▶ _THE PROBLEM_
Your task is to repeat the entries word for word while leaving out the pictures.

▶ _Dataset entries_
========================================================================
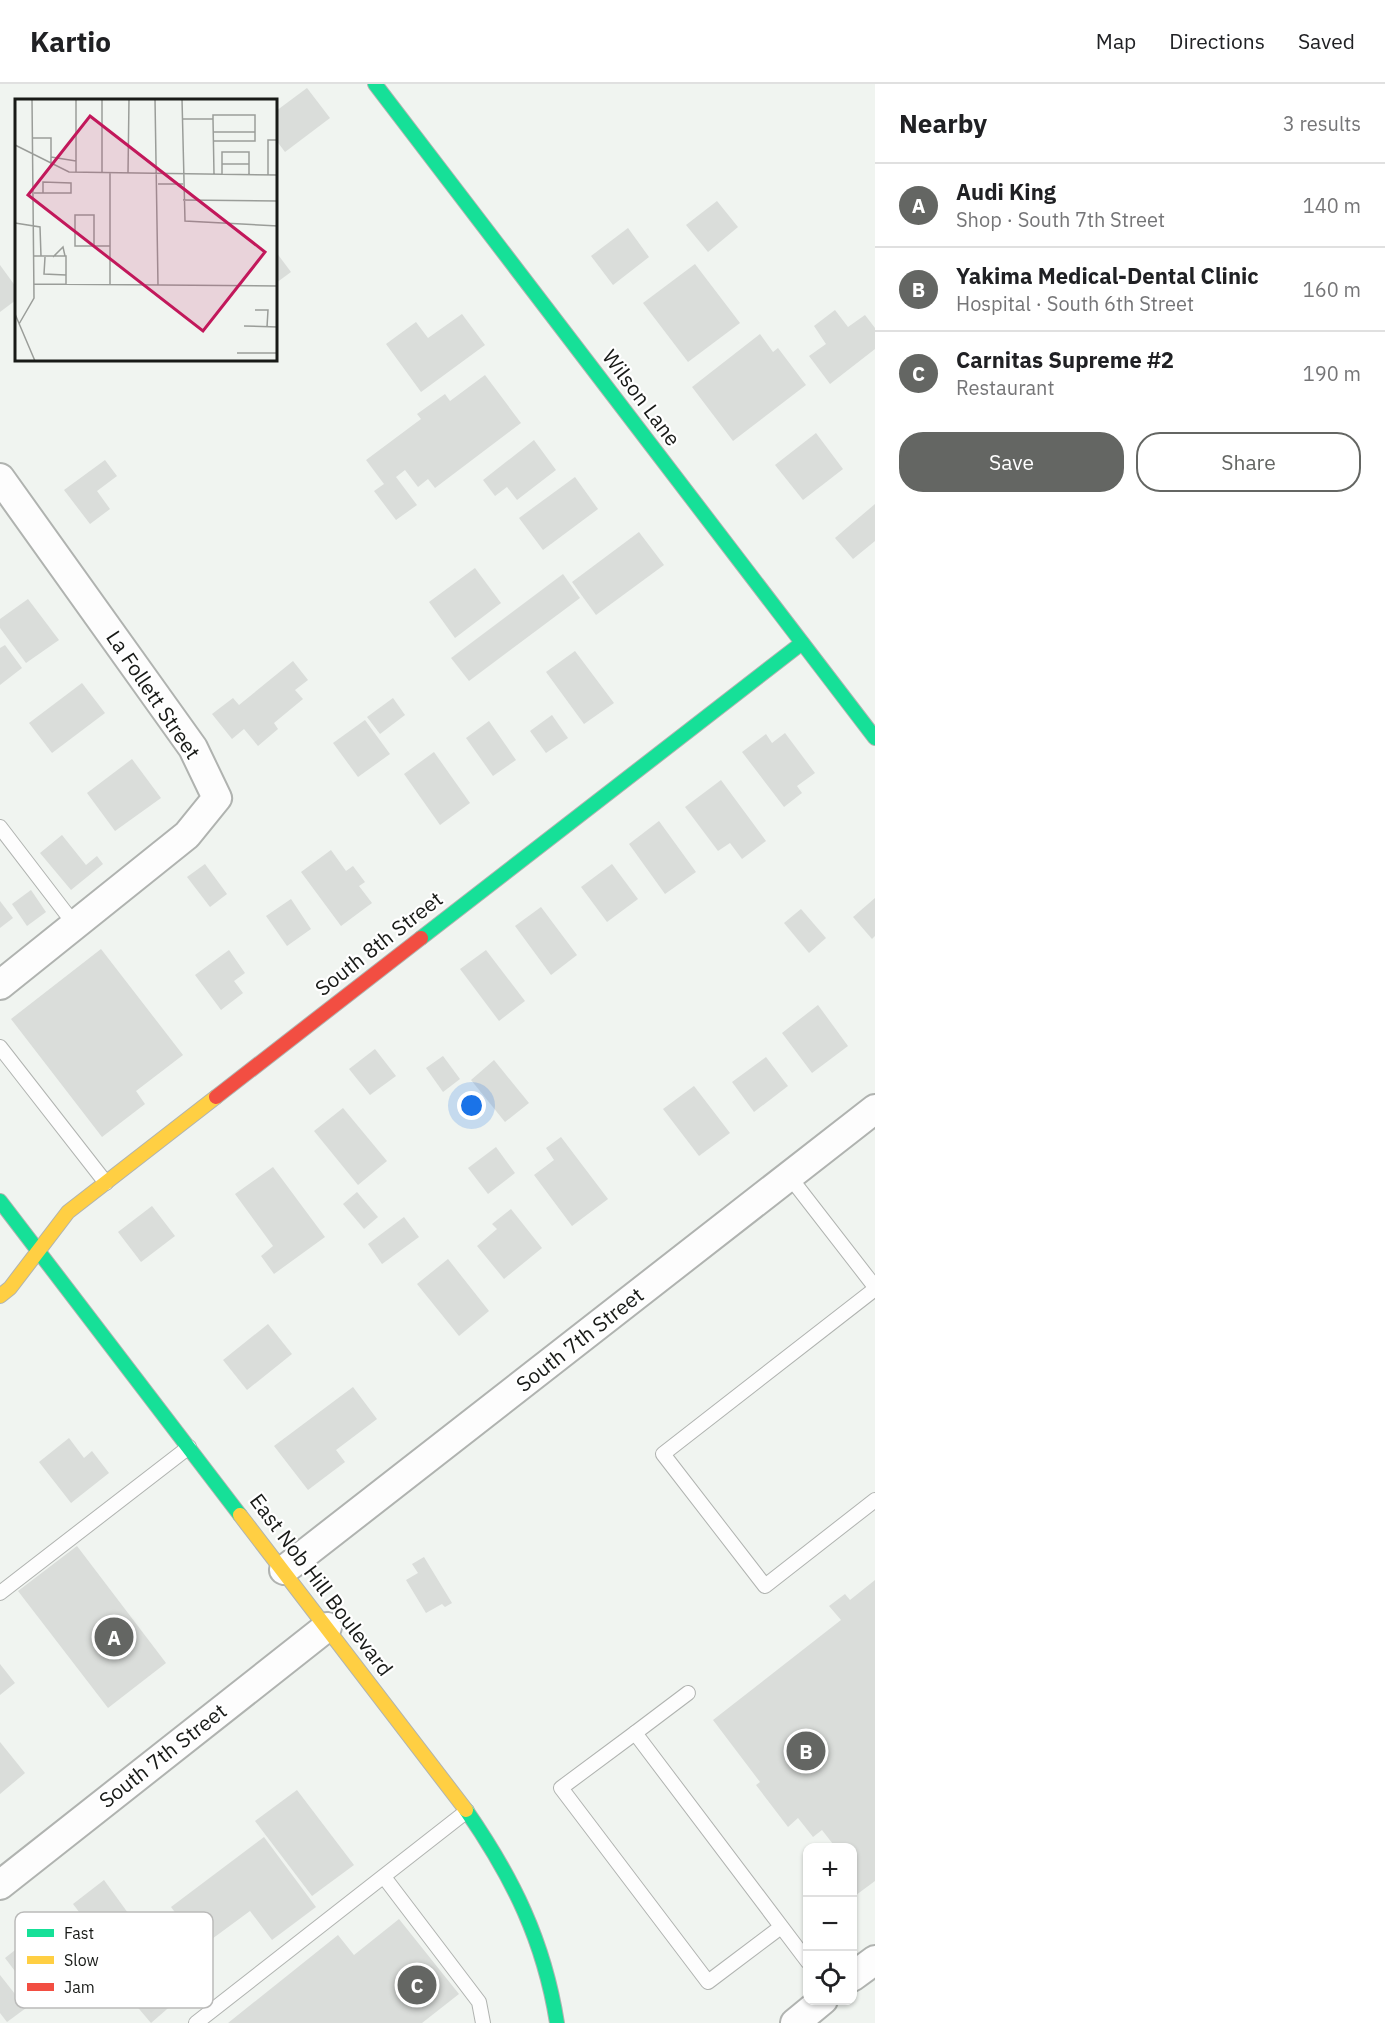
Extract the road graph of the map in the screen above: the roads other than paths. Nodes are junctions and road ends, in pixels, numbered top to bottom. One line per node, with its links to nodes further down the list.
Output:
1 (375, 84): 3 (street, Wilson Lane)
2 (0, 478): 6 (street, La Follett Street)
3 (802, 643): 4 (street, Wilson Lane); 11 (street, South 8th Street)
4 (875, 738)
5 (0, 827): 6 (lane)
6 (75, 925): 7 (street, La Follett Street)
7 (0, 985)
8 (0, 1047): 11 (lane)
9 (875, 1109): 10 (street, South 7th Street)
10 (789, 1176): 14 (lane); 18 (street, South 7th Street)
11 (106, 1183): 13 (street, South 8th Street)
12 (0, 1201): 13 (street, East Nob Hill Boulevard)
13 (39, 1251): 15 (street, South 8th Street); 16 (street, East Nob Hill Boulevard)
14 (875, 1288): 17 (lane)
15 (0, 1296)
16 (189, 1447): 18 (street, East Nob Hill Boulevard); 19 (lane)
17 (875, 1500)
18 (284, 1570): 20 (street, East Nob Hill Boulevard)
19 (0, 1593)
20 (327, 1628): 23 (street, East Nob Hill Boulevard); 25 (street, South 7th Street)
21 (688, 1693): 22 (lane)
22 (635, 1733): 26 (lane); 26 (lane)
23 (467, 1811): 24 (lane); 31 (street, East Nob Hill Boulevard)
24 (384, 1876): 32 (lane); 33 (lane)
25 (0, 1885)
26 (781, 1927): 27 (lane)
27 (803, 1957)
28 (875, 1960): 29 (street)
29 (857, 1973)
30 (818, 2005): 34 (street)
31 (555, 2022)
32 (196, 2023)
33 (483, 2023)
34 (795, 2023)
========================================================================
▶ _RESULT_
Extract the road graph of the map in the screen above: the roads other than paths. Nodes are junctions and road ends, in pixels, numbered top to bottom. One line per node, with its links to nodes further down the list.
Output:
1 (375, 84): 3 (street, Wilson Lane)
2 (0, 478): 6 (street, La Follett Street)
3 (802, 643): 4 (street, Wilson Lane); 11 (street, South 8th Street)
4 (875, 738)
5 (0, 827): 6 (lane)
6 (75, 925): 7 (street, La Follett Street)
7 (0, 985)
8 (0, 1047): 11 (lane)
9 (875, 1109): 10 (street, South 7th Street)
10 (789, 1176): 14 (lane); 18 (street, South 7th Street)
11 (106, 1183): 13 (street, South 8th Street)
12 (0, 1201): 13 (street, East Nob Hill Boulevard)
13 (39, 1251): 15 (street, South 8th Street); 16 (street, East Nob Hill Boulevard)
14 (875, 1288): 17 (lane)
15 (0, 1296)
16 (189, 1447): 18 (street, East Nob Hill Boulevard); 19 (lane)
17 (875, 1500)
18 (284, 1570): 20 (street, East Nob Hill Boulevard)
19 (0, 1593)
20 (327, 1628): 23 (street, East Nob Hill Boulevard); 25 (street, South 7th Street)
21 (688, 1693): 22 (lane)
22 (635, 1733): 26 (lane); 26 (lane)
23 (467, 1811): 24 (lane); 31 (street, East Nob Hill Boulevard)
24 (384, 1876): 32 (lane); 33 (lane)
25 (0, 1885)
26 (781, 1927): 27 (lane)
27 (803, 1957)
28 (875, 1960): 29 (street)
29 (857, 1973)
30 (818, 2005): 34 (street)
31 (555, 2022)
32 (196, 2023)
33 (483, 2023)
34 (795, 2023)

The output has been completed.